Tibetan Blackbird said:
says that lambda is the probability of decay per second.
It would be more precise to say probability density, since we are talking about a continuous function and its derivative.

Tibetan Blackbird said:
the equation provided to A level students is here.
Here, as in where? Please provide a link or reference to the book you got this from.

Tibetan Blackbird said:
It says that activity in Bq is equal to lambda x N (number of unstable nuclei)
Yes, and then it solves for the number of atoms and the activity as a function of time, which is the exponential decay law.
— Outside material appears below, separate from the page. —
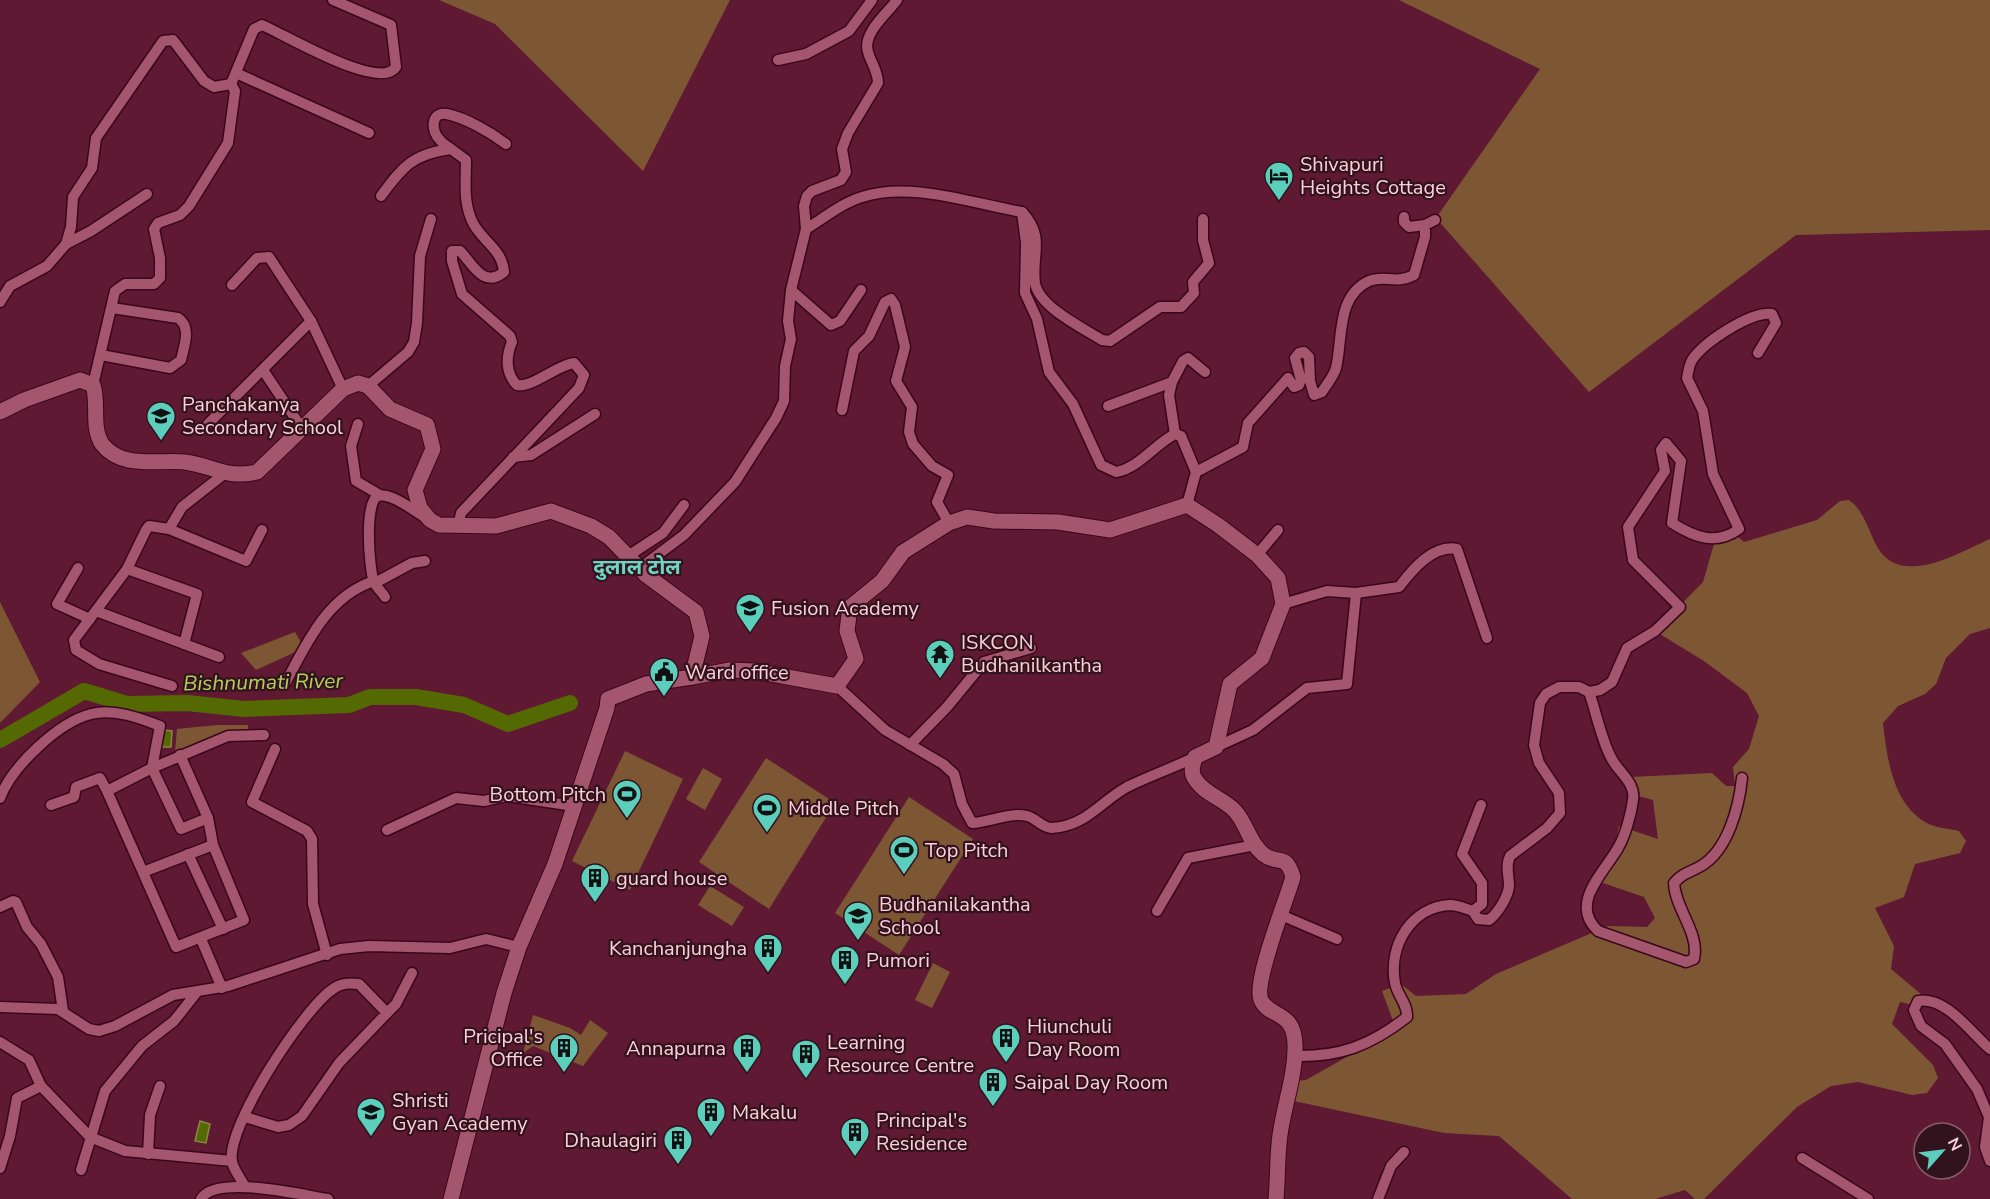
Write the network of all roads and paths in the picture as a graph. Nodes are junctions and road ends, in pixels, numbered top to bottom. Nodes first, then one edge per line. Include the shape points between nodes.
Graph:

At any instant of time, you can say that the activity given by the exponential decay law is equal to the product of ##\lambda## and the number of atoms, ##N##, remaining at that time. That is what ##A = \lambda N## means. But if you want to evaluate the change in activity over a period of time, and how that affects the number of atoms remaining over a period of time, you need to use the exponential decay law. That's what it's for.

Tibetan Blackbird said:
This makes sense for small values of lambda but not for large ones.
No, your hand-built attempt to do different math from what is explicitly shown in the image you gave, whatever that math is (you haven't shown it), appears to be a reasonable approximation for small values of ##\lambda## but not for large ones. But why would you bother with an approximation when the correct exact equation is (a) right there in front of you, and (b) simple to compute?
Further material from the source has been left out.